[[ Data listing, beginning ]]
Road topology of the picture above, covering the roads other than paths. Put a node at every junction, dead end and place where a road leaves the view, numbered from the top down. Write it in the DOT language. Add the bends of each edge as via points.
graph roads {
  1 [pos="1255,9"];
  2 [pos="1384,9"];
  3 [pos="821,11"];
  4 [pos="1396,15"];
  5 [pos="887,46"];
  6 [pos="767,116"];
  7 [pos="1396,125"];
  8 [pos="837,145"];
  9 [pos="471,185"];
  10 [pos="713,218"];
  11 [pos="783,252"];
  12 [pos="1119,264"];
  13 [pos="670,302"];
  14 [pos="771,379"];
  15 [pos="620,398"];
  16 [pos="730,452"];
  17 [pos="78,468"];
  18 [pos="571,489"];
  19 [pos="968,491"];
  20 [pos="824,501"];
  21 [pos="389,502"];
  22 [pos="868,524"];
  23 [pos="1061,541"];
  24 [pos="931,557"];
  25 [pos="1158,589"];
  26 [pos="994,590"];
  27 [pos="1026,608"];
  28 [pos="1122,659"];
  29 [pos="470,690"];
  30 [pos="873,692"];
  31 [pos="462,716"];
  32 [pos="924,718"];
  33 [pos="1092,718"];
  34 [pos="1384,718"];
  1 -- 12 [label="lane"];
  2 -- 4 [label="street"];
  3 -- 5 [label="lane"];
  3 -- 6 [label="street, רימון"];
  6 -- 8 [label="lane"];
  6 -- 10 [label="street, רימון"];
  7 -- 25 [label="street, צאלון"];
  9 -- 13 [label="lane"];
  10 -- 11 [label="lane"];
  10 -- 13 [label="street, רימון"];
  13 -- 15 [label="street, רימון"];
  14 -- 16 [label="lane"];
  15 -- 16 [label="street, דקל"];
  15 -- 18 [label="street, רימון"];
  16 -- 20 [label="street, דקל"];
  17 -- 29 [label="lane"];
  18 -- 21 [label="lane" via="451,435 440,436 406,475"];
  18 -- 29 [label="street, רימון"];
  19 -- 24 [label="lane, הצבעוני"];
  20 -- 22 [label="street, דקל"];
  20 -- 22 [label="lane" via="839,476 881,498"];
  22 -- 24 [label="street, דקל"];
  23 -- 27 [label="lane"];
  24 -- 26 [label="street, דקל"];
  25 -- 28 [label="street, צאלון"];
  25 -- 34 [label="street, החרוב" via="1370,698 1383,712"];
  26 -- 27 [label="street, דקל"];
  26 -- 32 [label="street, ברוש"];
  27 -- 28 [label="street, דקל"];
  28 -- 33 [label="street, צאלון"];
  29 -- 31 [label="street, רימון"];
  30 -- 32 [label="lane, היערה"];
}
[[ Data listing, end ]]
◆ **What is needed**:
The full listing, retyped exactly, is the expected answer.

◆ **Output for this task**:
Road topology of the picture above, covering the roads other than paths. Put a node at every junction, dead end and place where a road leaves the view, numbered from the top down. Write it in the DOT language. Add the bends of each edge as via points.
graph roads {
  1 [pos="1255,9"];
  2 [pos="1384,9"];
  3 [pos="821,11"];
  4 [pos="1396,15"];
  5 [pos="887,46"];
  6 [pos="767,116"];
  7 [pos="1396,125"];
  8 [pos="837,145"];
  9 [pos="471,185"];
  10 [pos="713,218"];
  11 [pos="783,252"];
  12 [pos="1119,264"];
  13 [pos="670,302"];
  14 [pos="771,379"];
  15 [pos="620,398"];
  16 [pos="730,452"];
  17 [pos="78,468"];
  18 [pos="571,489"];
  19 [pos="968,491"];
  20 [pos="824,501"];
  21 [pos="389,502"];
  22 [pos="868,524"];
  23 [pos="1061,541"];
  24 [pos="931,557"];
  25 [pos="1158,589"];
  26 [pos="994,590"];
  27 [pos="1026,608"];
  28 [pos="1122,659"];
  29 [pos="470,690"];
  30 [pos="873,692"];
  31 [pos="462,716"];
  32 [pos="924,718"];
  33 [pos="1092,718"];
  34 [pos="1384,718"];
  1 -- 12 [label="lane"];
  2 -- 4 [label="street"];
  3 -- 5 [label="lane"];
  3 -- 6 [label="street, רימון"];
  6 -- 8 [label="lane"];
  6 -- 10 [label="street, רימון"];
  7 -- 25 [label="street, צאלון"];
  9 -- 13 [label="lane"];
  10 -- 11 [label="lane"];
  10 -- 13 [label="street, רימון"];
  13 -- 15 [label="street, רימון"];
  14 -- 16 [label="lane"];
  15 -- 16 [label="street, דקל"];
  15 -- 18 [label="street, רימון"];
  16 -- 20 [label="street, דקל"];
  17 -- 29 [label="lane"];
  18 -- 21 [label="lane" via="451,435 440,436 406,475"];
  18 -- 29 [label="street, רימון"];
  19 -- 24 [label="lane, הצבעוני"];
  20 -- 22 [label="street, דקל"];
  20 -- 22 [label="lane" via="839,476 881,498"];
  22 -- 24 [label="street, דקל"];
  23 -- 27 [label="lane"];
  24 -- 26 [label="street, דקל"];
  25 -- 28 [label="street, צאלון"];
  25 -- 34 [label="street, החרוב" via="1370,698 1383,712"];
  26 -- 27 [label="street, דקל"];
  26 -- 32 [label="street, ברוש"];
  27 -- 28 [label="street, דקל"];
  28 -- 33 [label="street, צאלון"];
  29 -- 31 [label="street, רימון"];
  30 -- 32 [label="lane, היערה"];
}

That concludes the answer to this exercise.